Und dennoch springt der Funke nicht so über wie damals bei „Chaos A.D.“, das nüchtern betrachtet in jeglicher Hinsicht weniger zu bieten hatte. Auch wenn sich die verschiedenen Stilelemente in den Songs wiederfinden, erreichen sie doch nie eine Tiefe und Authentizität wie bei dem grandiosen „Ratamahatta“ vom „Roots“-Album. Die Spiel- und Experimentierfreude tropft nur so aus jedem Song und die vier Brasilianer sprengen auch auf „Quadra“ wieder die Grenzen des Metal, dennoch bleibt der Gesamteindruck etwas klinisch, insbesondere wenn die Synthesizer nicht nur unterstützend den Sound unterfüttern, sondern in den Vordergrund rücken.

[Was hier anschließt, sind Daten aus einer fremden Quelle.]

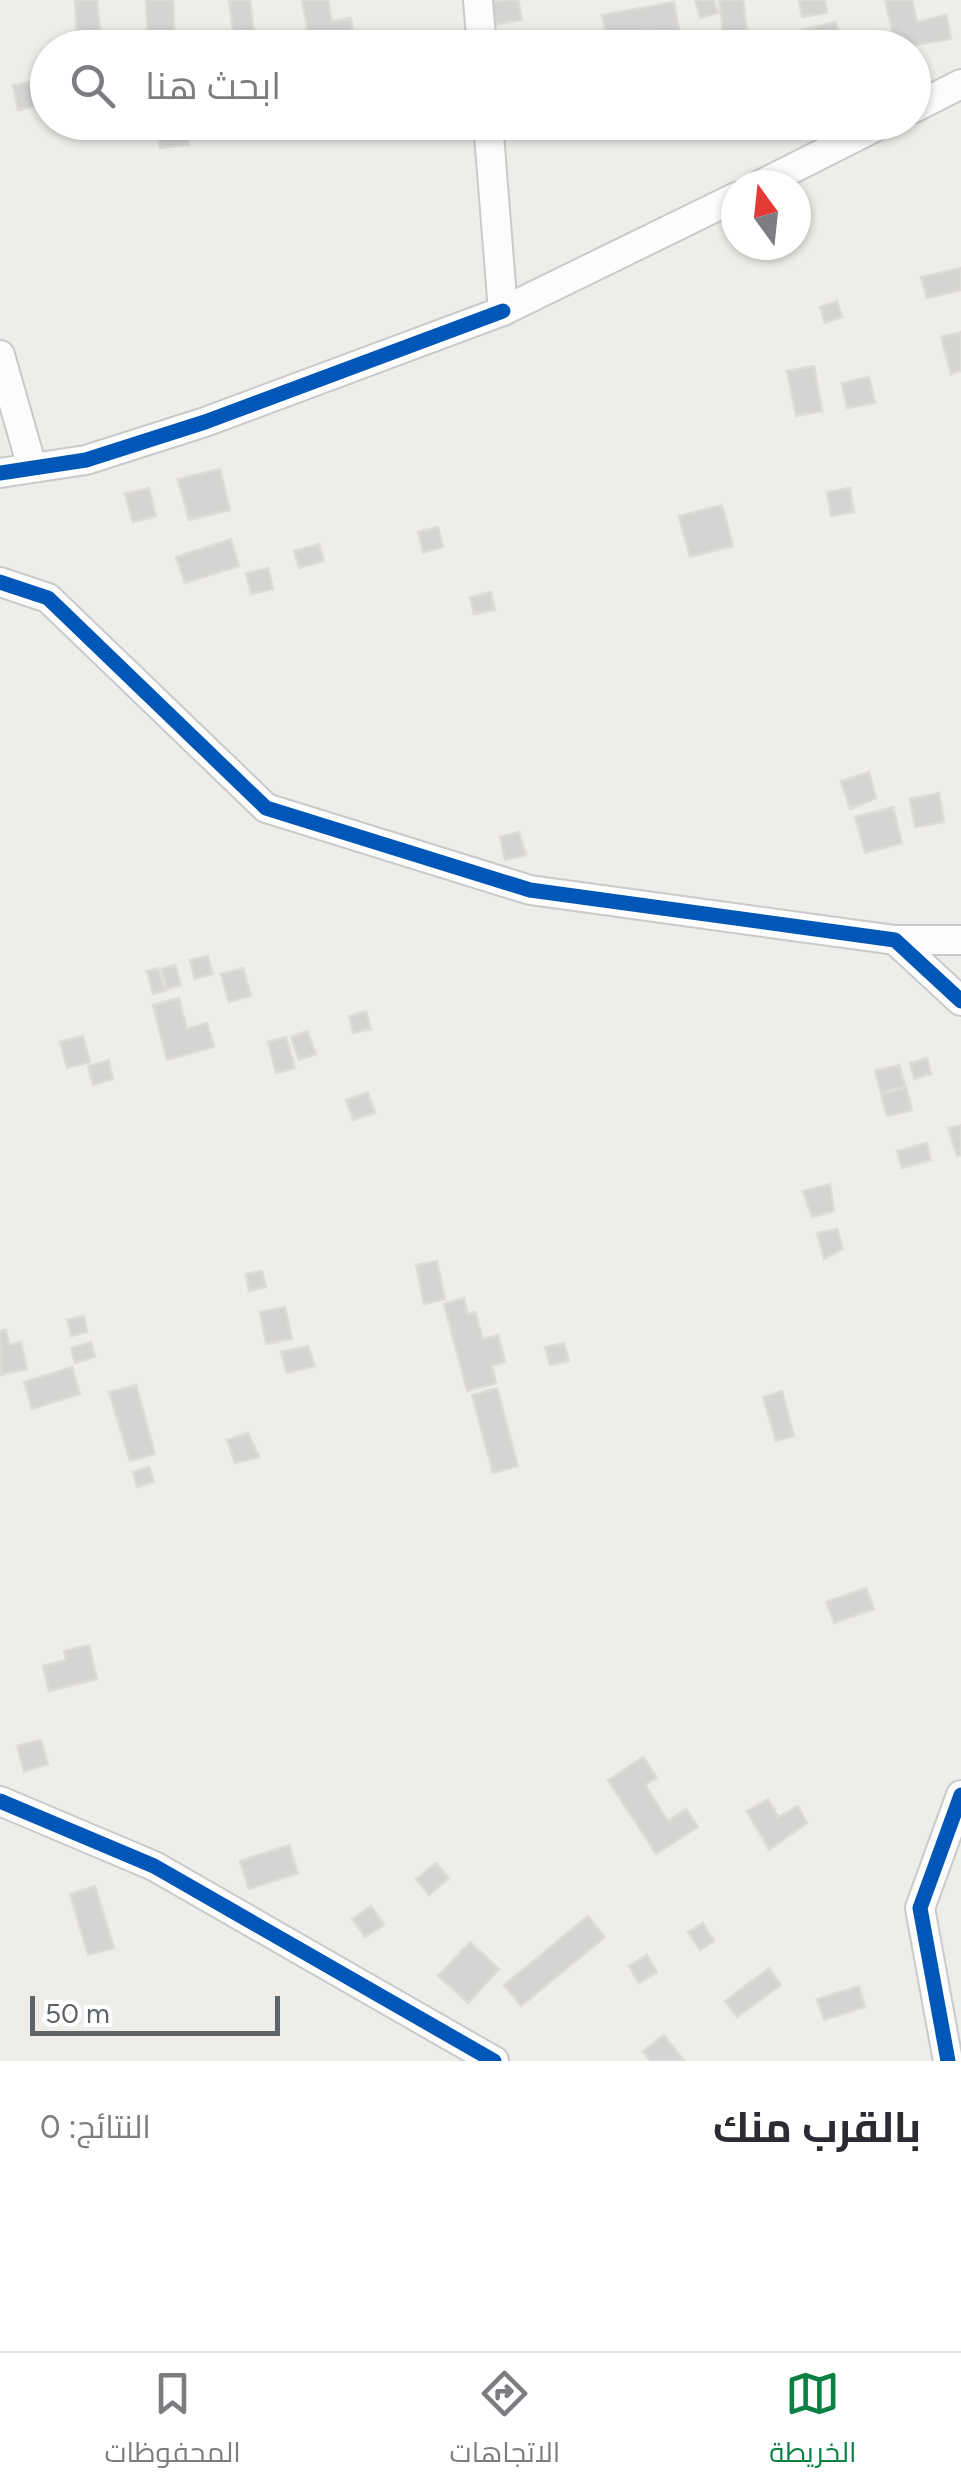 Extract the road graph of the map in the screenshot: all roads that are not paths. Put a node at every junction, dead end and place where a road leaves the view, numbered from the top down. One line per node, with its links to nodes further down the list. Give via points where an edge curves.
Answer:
1 (478, 0): 2 (street)
2 (480, 30)
3 (961, 84): 4 (street)
4 (931, 99)
5 (489, 140): 9 (street)
6 (849, 140): 7 (street)
7 (790, 170)
8 (721, 204): 9 (street)
9 (503, 310): 11 (street, via 205,422 86,460)
10 (0, 355): 11 (street)
11 (32, 467): 12 (street)
12 (0, 473)
13 (0, 582): 14 (street, via 48,598 266,808 530,890)
14 (895, 940): 15 (street); 16 (street)
15 (961, 940)
16 (961, 1001)
17 (961, 1795): 20 (street, via 920,1908)
18 (0, 1801): 19 (street, via 154,1866)
19 (494, 2061)
20 (948, 2061)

Gitarrist Andreas Kisser sagte in Anlehnung an die portugiesische Bedeutung des Wortes „Quadra“: „Wir alle kommen aus verschiedenen Quadras – Länder, Nationen mit ihren Grenzen und Traditionen; Kulturen, Religionen, Gesetze, Erziehung und ein Regelwerk, wie man zu leben hat.“ Das funktioniert gut und das Zusammenspiel nach bestimmten Regeln ergibt einen guten Querschnitt einer Ausnahme-Band. Ihre wirkliche Größe erreichen Sepultura aber nur, wenn sie sich fernab der Grenzen bewegen und die Regeln auch mal links liegen lassen.